La consigne devrait pourtant être simple: ne rien acheter en dehors des agents agréés, des pharmacies et des sites officiels. Mais dans un pays en crise, où le pouvoir d’achat s’est effondré et où la défiance envers le système est généralisée, ces mirages d’accessibilité continuent de séduire. Parfois au prix de la santé.
À suivre: Demain, dernier volet de notre enquête : un guide pratique pour repérer les faux produits de soin et acheter sans risque. Réflexes à adopter, signes qui doivent alerter, plateformes douteuses… Tout ce qu’il faut savoir pour ne pas se faire piéger.
Comment les vendeuses exploitent les failles locales
- Narration rassurante: «stock personnel», «importé de France», «produits avant changement de packaging», ou encore «cadeaux offerts».
- Esthétique millimétrée: des photos épurées, des boîtes présentées sur des nappes blanches, et des images identiques à celles des marques officielles.
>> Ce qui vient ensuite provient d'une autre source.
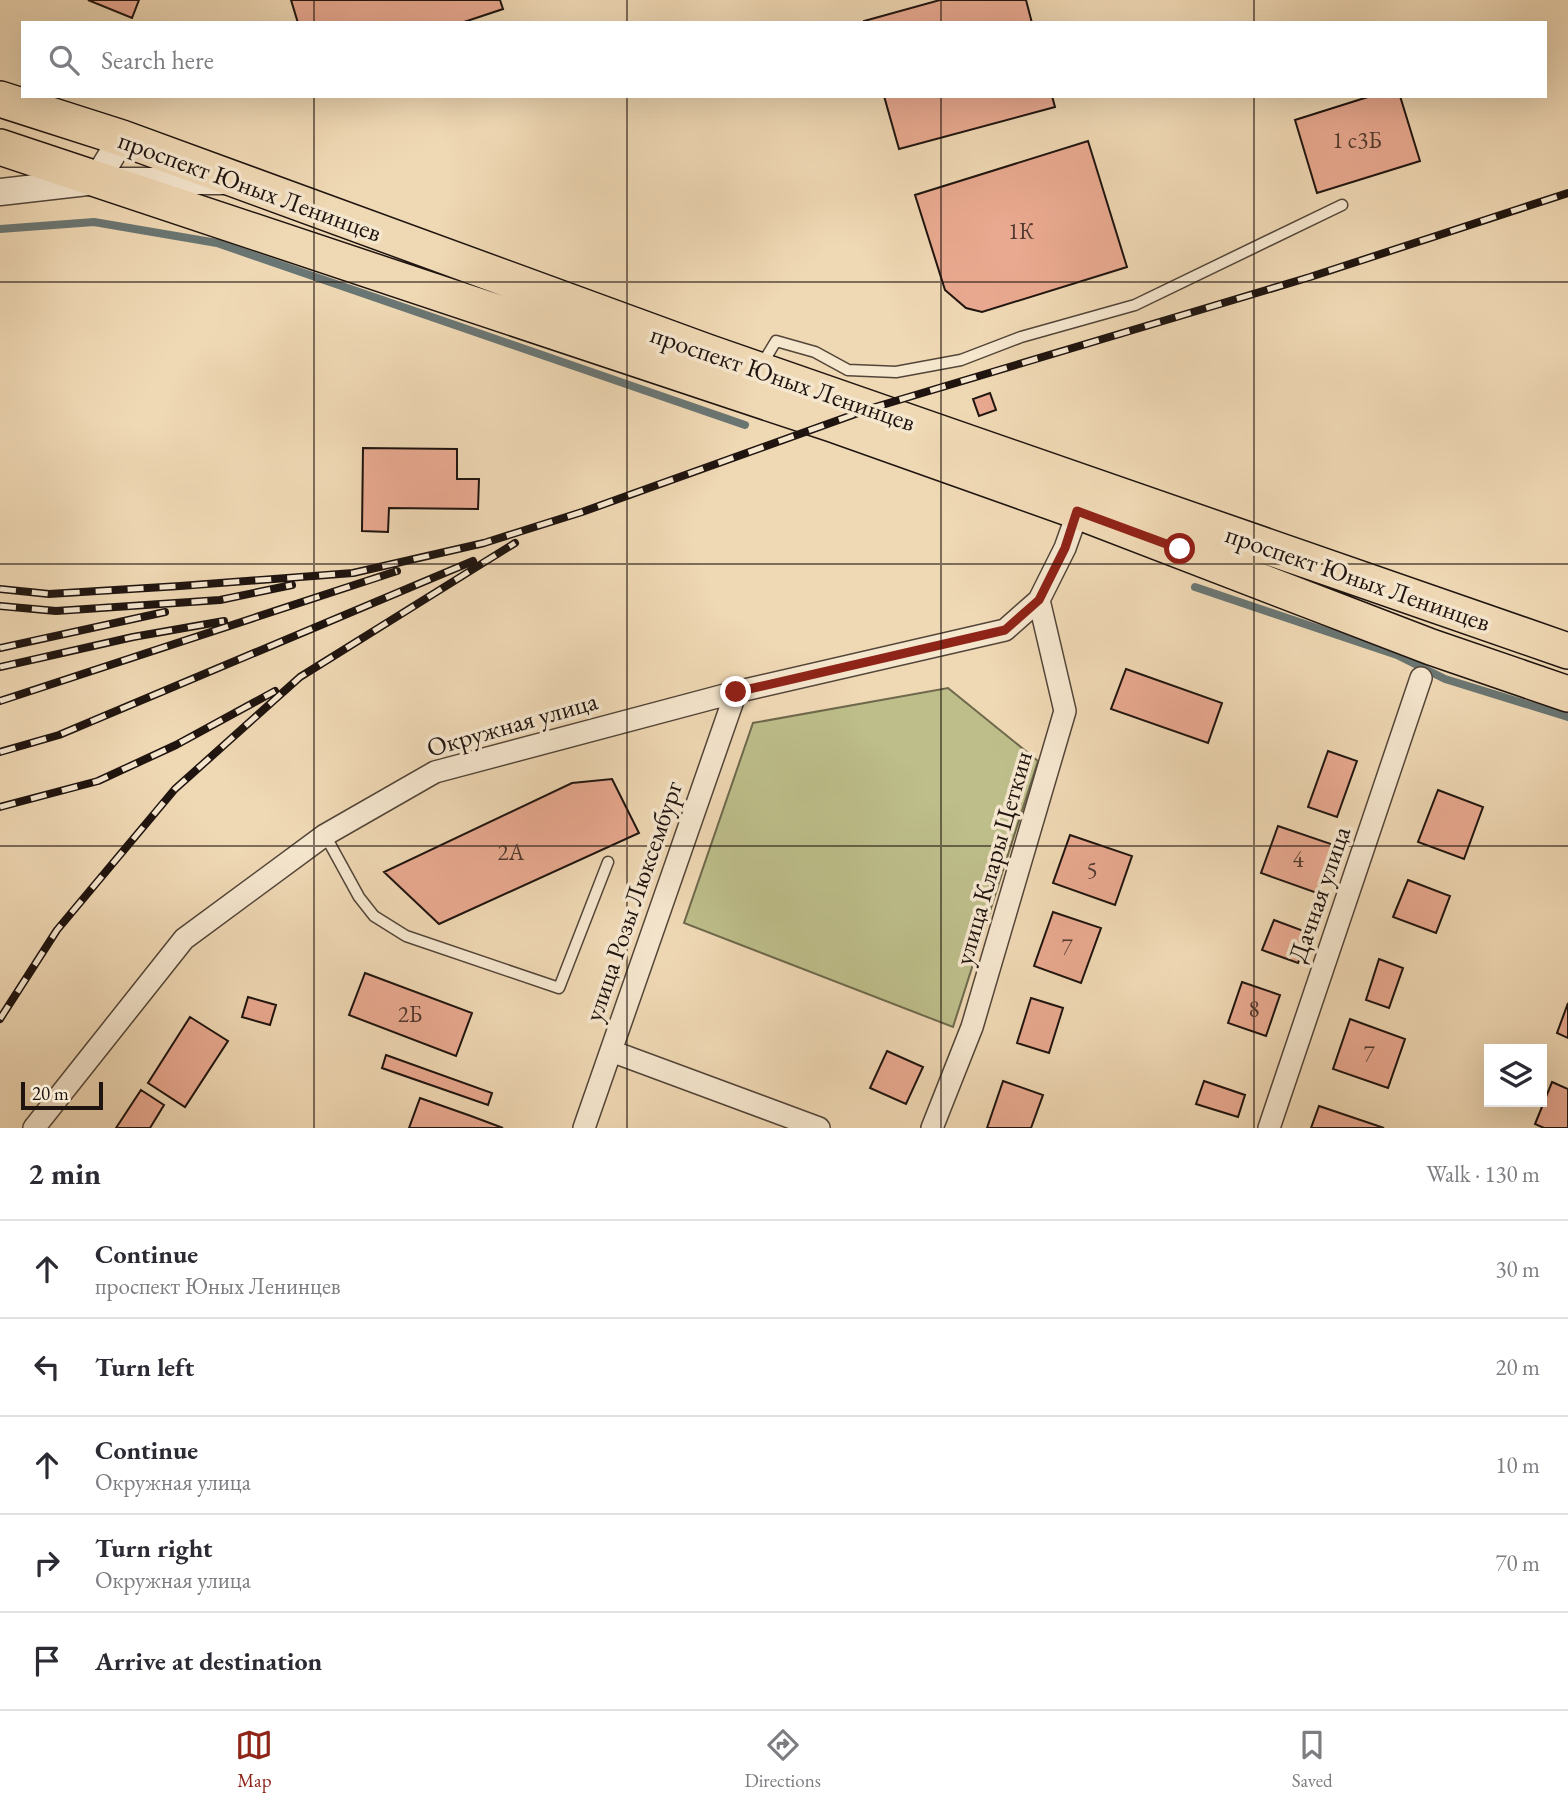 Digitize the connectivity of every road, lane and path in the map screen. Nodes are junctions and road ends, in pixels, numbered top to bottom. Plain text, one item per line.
1 (0, 99) edge
2 (122, 138) junction
3 (0, 147) edge
4 (96, 181) junction
5 (237, 181) junction
6 (0, 192) edge
7 (1342, 205) dead end
8 (759, 370) junction
9 (1083, 498) junction
10 (1039, 600) junction
11 (1568, 652) edge
12 (1421, 678) dead end
13 (736, 692) junction
14 (1568, 694) edge
15 (325, 835) junction
16 (608, 862) dead end
17 (611, 1051) junction
18 (34, 1128) edge
19 (584, 1128) edge
20 (819, 1128) edge
21 (932, 1128) edge
22 (1269, 1128) edge

1 - 2 main road, проспект Юных Ленинцев
2 - 4 street
2 - 5 main road, проспект Юных Ленинцев
3 - 4 main road, проспект Юных Ленинцев
4 - 5 street
4 - 6 street
4 - 9 main road, проспект Юных Ленинцев
5 - 8 main road, проспект Юных Ленинцев
7 - 8 lane
8 - 9 main road, проспект Юных Ленинцев
9 - 10 street
9 - 11 main road, проспект Юных Ленинцев
9 - 14 main road, проспект Юных Ленинцев
10 - 13 street, Окружная улица
10 - 21 street, улица Клары Цеткин
12 - 22 street, Дачная улица
13 - 15 street, Окружная улица
13 - 17 street, улица Розы Люксембург
15 - 16 lane
15 - 18 street, Окружная улица
17 - 19 street, улица Розы Люксембург
17 - 20 street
- Réassurance sociale: témoignages publiés en story, accompagnés d'«avis clients» en français, le tout dans une approche féminine et amicale.
- Incohérence douanière: blocages absurdes d’un côté et laxisme complet de l’autre.
- Vide juridique: les plateformes comme Instagram, WhatsApp ou TikTok ne sont encadrées par aucune législation locale.
- Confusion psychologique: packaging parfait, texture crédible, doute constant, au point de créer un climat de suspicion généralisée.